## What the task requires
Leave every image behind and restate the data word for word.
---------- Records to use
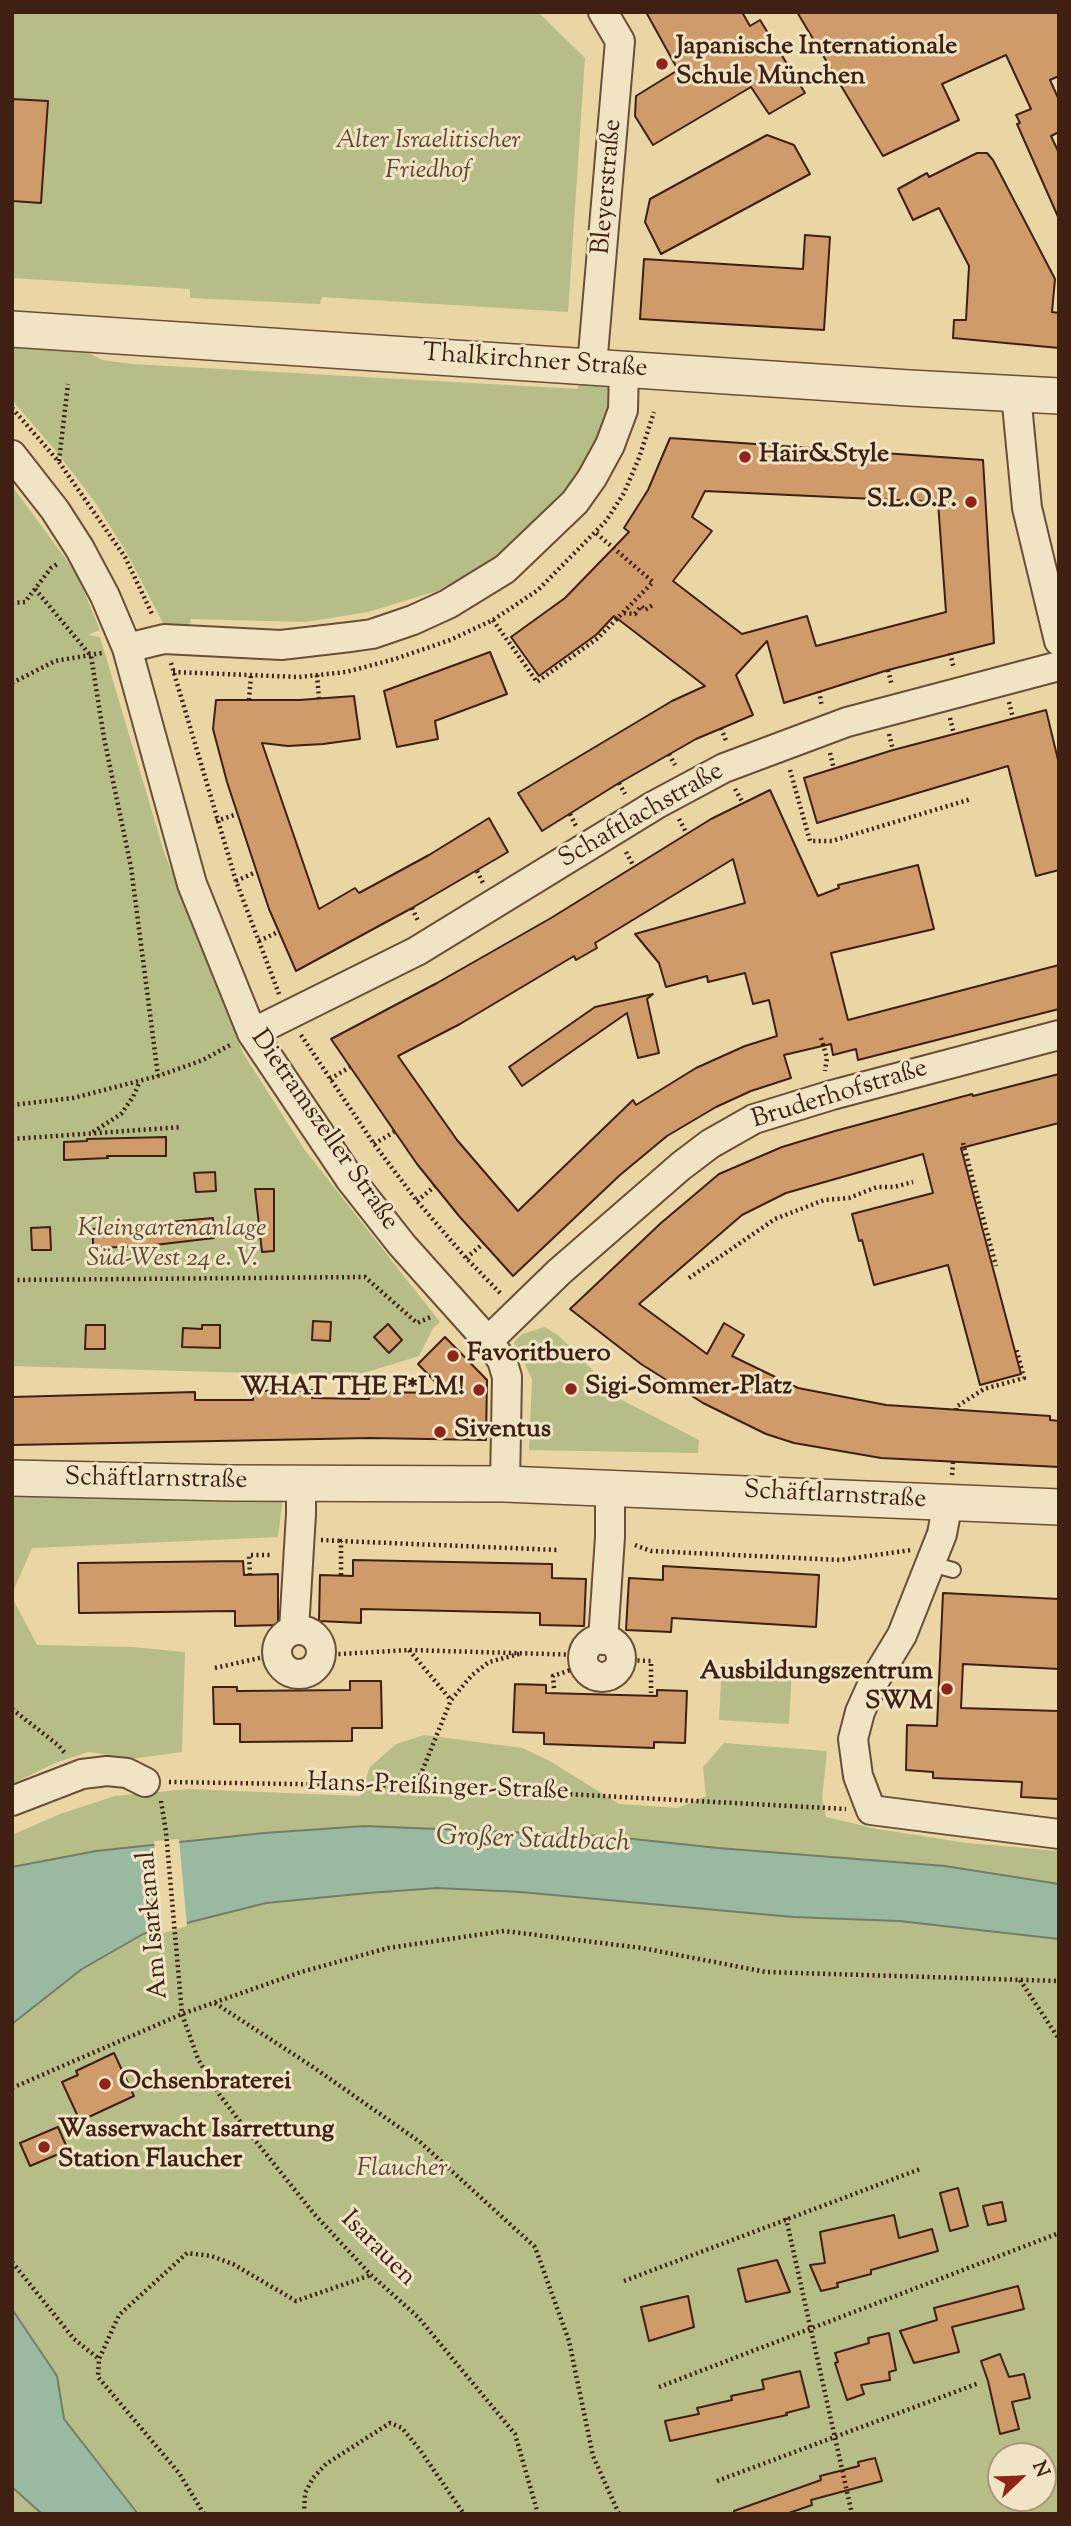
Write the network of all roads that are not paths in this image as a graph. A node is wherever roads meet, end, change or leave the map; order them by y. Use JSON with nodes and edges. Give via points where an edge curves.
{"nodes":[{"id":1,"x":603,"y":12,"type":"edge"},
{"id":2,"x":12,"y":329,"type":"edge"},
{"id":3,"x":608,"y":368,"type":"junction"},
{"id":4,"x":1016,"y":394,"type":"junction"},
{"id":5,"x":1059,"y":396,"type":"edge"},
{"id":6,"x":12,"y":454,"type":"edge"},
{"id":7,"x":1059,"y":641,"type":"edge"},
{"id":8,"x":127,"y":648,"type":"junction"},
{"id":9,"x":1059,"y":666,"type":"edge"},
{"id":10,"x":252,"y":1033,"type":"junction"},
{"id":11,"x":1059,"y":1035,"type":"edge"},
{"id":12,"x":488,"y":1341,"type":"junction"},
{"id":13,"x":12,"y":1478,"type":"edge"},
{"id":14,"x":301,"y":1482,"type":"junction"},
{"id":15,"x":505,"y":1484,"type":"junction"},
{"id":16,"x":610,"y":1487,"type":"junction"},
{"id":17,"x":950,"y":1490,"type":"junction"},
{"id":18,"x":1059,"y":1507,"type":"edge"},
{"id":19,"x":295,"y":1630,"type":"junction"},
{"id":20,"x":598,"y":1655,"type":"road end"},
{"id":21,"x":145,"y":1782,"type":"road end"},
{"id":22,"x":12,"y":1801,"type":"edge"},
{"id":23,"x":1059,"y":1834,"type":"edge"}],
"edges":[{"from":1,"to":3,"type":"street","name":"Bleyerstraße","via":[[620,41]]},
{"from":2,"to":3,"type":"street","name":"Thalkirchner Straße"},
{"from":3,"to":4,"type":"street","name":"Thalkirchner Straße"},
{"from":3,"to":8,"type":"street","name":"Bleyerstraße","via":[[623,410],[592,478],[545,531],[477,588],[413,621],[372,634],[281,645],[164,639]]},
{"from":4,"to":5,"type":"street","name":"Thalkirchner Straße"},
{"from":4,"to":7,"type":"street","via":[[1027,508]]},
{"from":6,"to":8,"type":"street","name":"Dietramszeller Straße","via":[[80,549]]},
{"from":8,"to":10,"type":"street","name":"Dietramszeller Straße","via":[[192,884]]},
{"from":9,"to":10,"type":"street","name":"Schaftlachstraße","via":[[847,722],[724,768],[417,951]]},
{"from":10,"to":12,"type":"street","name":"Dietramszeller Straße","via":[[350,1179]]},
{"from":11,"to":12,"type":"street","name":"Bruderhofstraße","via":[[754,1119],[710,1144],[607,1230]]},
{"from":12,"to":15,"type":"street","name":"Dietramszeller Straße","via":[[502,1360],[507,1377]]},
{"from":13,"to":14,"type":"street","name":"Schäftlarnstraße"},
{"from":14,"to":15,"type":"street","name":"Schäftlarnstraße"},
{"from":14,"to":19,"type":"street"},
{"from":15,"to":16,"type":"street","name":"Schäftlarnstraße"},
{"from":16,"to":17,"type":"street","name":"Schäftlarnstraße"},
{"from":16,"to":20,"type":"street","via":[[610,1537]]},
{"from":17,"to":18,"type":"street","name":"Schäftlarnstraße"},
{"from":17,"to":23,"type":"street","via":[[940,1561],[860,1712],[853,1739],[858,1776],[871,1810]]},
{"from":19,"to":19,"type":"street","via":[[313,1634],[322,1655],[312,1670],[297,1674],[283,1668],[277,1654],[279,1642]]},
{"from":21,"to":22,"type":"street","via":[[127,1773],[82,1774]]}]}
--------------------
## Written response
Write the network of all roads that are not paths in this image as a graph. A node is wherever roads meet, end, change or leave the map; order them by y. Use JSON with nodes and edges. Give via points where an edge curves.
{"nodes":[{"id":1,"x":603,"y":12,"type":"edge"},
{"id":2,"x":12,"y":329,"type":"edge"},
{"id":3,"x":608,"y":368,"type":"junction"},
{"id":4,"x":1016,"y":394,"type":"junction"},
{"id":5,"x":1059,"y":396,"type":"edge"},
{"id":6,"x":12,"y":454,"type":"edge"},
{"id":7,"x":1059,"y":641,"type":"edge"},
{"id":8,"x":127,"y":648,"type":"junction"},
{"id":9,"x":1059,"y":666,"type":"edge"},
{"id":10,"x":252,"y":1033,"type":"junction"},
{"id":11,"x":1059,"y":1035,"type":"edge"},
{"id":12,"x":488,"y":1341,"type":"junction"},
{"id":13,"x":12,"y":1478,"type":"edge"},
{"id":14,"x":301,"y":1482,"type":"junction"},
{"id":15,"x":505,"y":1484,"type":"junction"},
{"id":16,"x":610,"y":1487,"type":"junction"},
{"id":17,"x":950,"y":1490,"type":"junction"},
{"id":18,"x":1059,"y":1507,"type":"edge"},
{"id":19,"x":295,"y":1630,"type":"junction"},
{"id":20,"x":598,"y":1655,"type":"road end"},
{"id":21,"x":145,"y":1782,"type":"road end"},
{"id":22,"x":12,"y":1801,"type":"edge"},
{"id":23,"x":1059,"y":1834,"type":"edge"}],
"edges":[{"from":1,"to":3,"type":"street","name":"Bleyerstraße","via":[[620,41]]},
{"from":2,"to":3,"type":"street","name":"Thalkirchner Straße"},
{"from":3,"to":4,"type":"street","name":"Thalkirchner Straße"},
{"from":3,"to":8,"type":"street","name":"Bleyerstraße","via":[[623,410],[592,478],[545,531],[477,588],[413,621],[372,634],[281,645],[164,639]]},
{"from":4,"to":5,"type":"street","name":"Thalkirchner Straße"},
{"from":4,"to":7,"type":"street","via":[[1027,508]]},
{"from":6,"to":8,"type":"street","name":"Dietramszeller Straße","via":[[80,549]]},
{"from":8,"to":10,"type":"street","name":"Dietramszeller Straße","via":[[192,884]]},
{"from":9,"to":10,"type":"street","name":"Schaftlachstraße","via":[[847,722],[724,768],[417,951]]},
{"from":10,"to":12,"type":"street","name":"Dietramszeller Straße","via":[[350,1179]]},
{"from":11,"to":12,"type":"street","name":"Bruderhofstraße","via":[[754,1119],[710,1144],[607,1230]]},
{"from":12,"to":15,"type":"street","name":"Dietramszeller Straße","via":[[502,1360],[507,1377]]},
{"from":13,"to":14,"type":"street","name":"Schäftlarnstraße"},
{"from":14,"to":15,"type":"street","name":"Schäftlarnstraße"},
{"from":14,"to":19,"type":"street"},
{"from":15,"to":16,"type":"street","name":"Schäftlarnstraße"},
{"from":16,"to":17,"type":"street","name":"Schäftlarnstraße"},
{"from":16,"to":20,"type":"street","via":[[610,1537]]},
{"from":17,"to":18,"type":"street","name":"Schäftlarnstraße"},
{"from":17,"to":23,"type":"street","via":[[940,1561],[860,1712],[853,1739],[858,1776],[871,1810]]},
{"from":19,"to":19,"type":"street","via":[[313,1634],[322,1655],[312,1670],[297,1674],[283,1668],[277,1654],[279,1642]]},
{"from":21,"to":22,"type":"street","via":[[127,1773],[82,1774]]}]}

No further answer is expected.